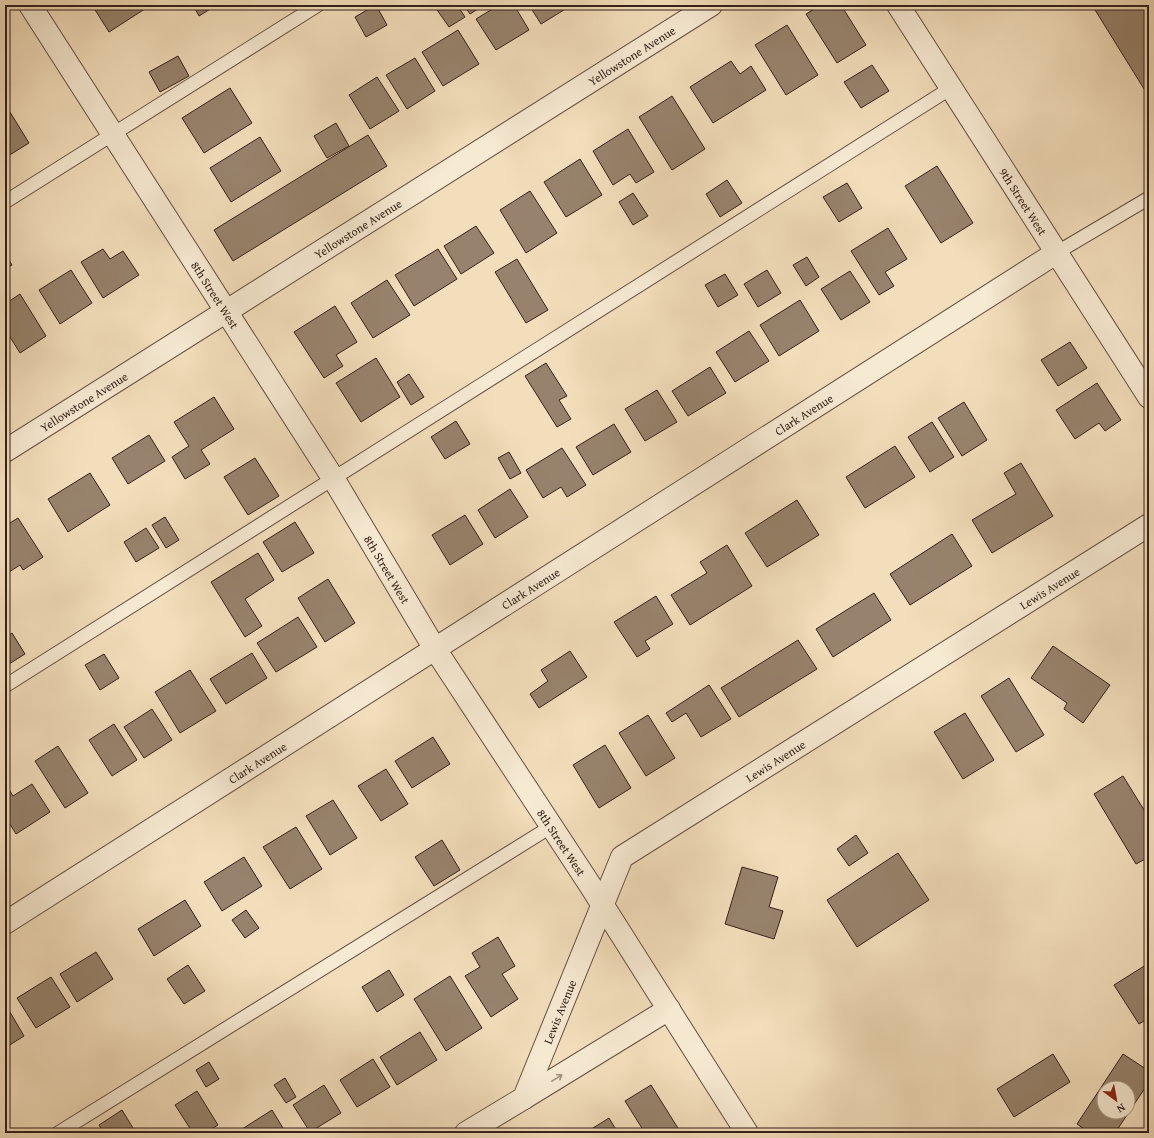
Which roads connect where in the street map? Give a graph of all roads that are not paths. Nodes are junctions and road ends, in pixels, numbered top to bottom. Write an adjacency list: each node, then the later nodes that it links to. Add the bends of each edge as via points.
1 (30, 5): 6 (street, 8th Street West)
2 (318, 5): 6 (lane)
3 (711, 5): 10 (street, Yellowstone Avenue)
4 (898, 5): 5 (street, 9th Street West)
5 (950, 88): 9 (street, 9th Street West); 13 (lane)
6 (112, 134): 8 (lane); 10 (street, 8th Street West)
7 (1149, 198): 9 (lane)
8 (5, 202)
9 (1056, 253): 11 (street, 9th Street West); 15 (street, Clark Avenue)
10 (225, 312): 12 (street, Yellowstone Avenue); 13 (street, 8th Street West)
11 (1149, 397)
12 (5, 451)
13 (333, 478): 15 (street, 8th Street West); 16 (lane)
14 (1149, 525): 18 (street, Lewis Avenue, via 622,857)
15 (436, 649): 17 (street, 8th Street West); 19 (street, Clark Avenue)
16 (5, 686)
17 (552, 826): 18 (street, 8th Street West); 22 (lane)
18 (603, 906): 20 (street, 8th Street West); 21 (street, Lewis Avenue)
19 (5, 923)
20 (669, 1009): 21 (street, one-way to 20); 24 (street, 8th Street West)
21 (524, 1098): 23 (street)
22 (58, 1133)
23 (466, 1133)
24 (747, 1133)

● ● ● ● ●

■ Work to complete ■
The lines above must be transcribed exactly, with every picture left out.

■ Exercise output ■
Which roads connect where in the street map? Give a graph of all roads that are not paths. Nodes are junctions and road ends, in pixels, numbered top to bottom. Write an adjacency list: each node, then the later nodes that it links to. Add the bends of each edge as via points.
1 (30, 5): 6 (street, 8th Street West)
2 (318, 5): 6 (lane)
3 (711, 5): 10 (street, Yellowstone Avenue)
4 (898, 5): 5 (street, 9th Street West)
5 (950, 88): 9 (street, 9th Street West); 13 (lane)
6 (112, 134): 8 (lane); 10 (street, 8th Street West)
7 (1149, 198): 9 (lane)
8 (5, 202)
9 (1056, 253): 11 (street, 9th Street West); 15 (street, Clark Avenue)
10 (225, 312): 12 (street, Yellowstone Avenue); 13 (street, 8th Street West)
11 (1149, 397)
12 (5, 451)
13 (333, 478): 15 (street, 8th Street West); 16 (lane)
14 (1149, 525): 18 (street, Lewis Avenue, via 622,857)
15 (436, 649): 17 (street, 8th Street West); 19 (street, Clark Avenue)
16 (5, 686)
17 (552, 826): 18 (street, 8th Street West); 22 (lane)
18 (603, 906): 20 (street, 8th Street West); 21 (street, Lewis Avenue)
19 (5, 923)
20 (669, 1009): 21 (street, one-way to 20); 24 (street, 8th Street West)
21 (524, 1098): 23 (street)
22 (58, 1133)
23 (466, 1133)
24 (747, 1133)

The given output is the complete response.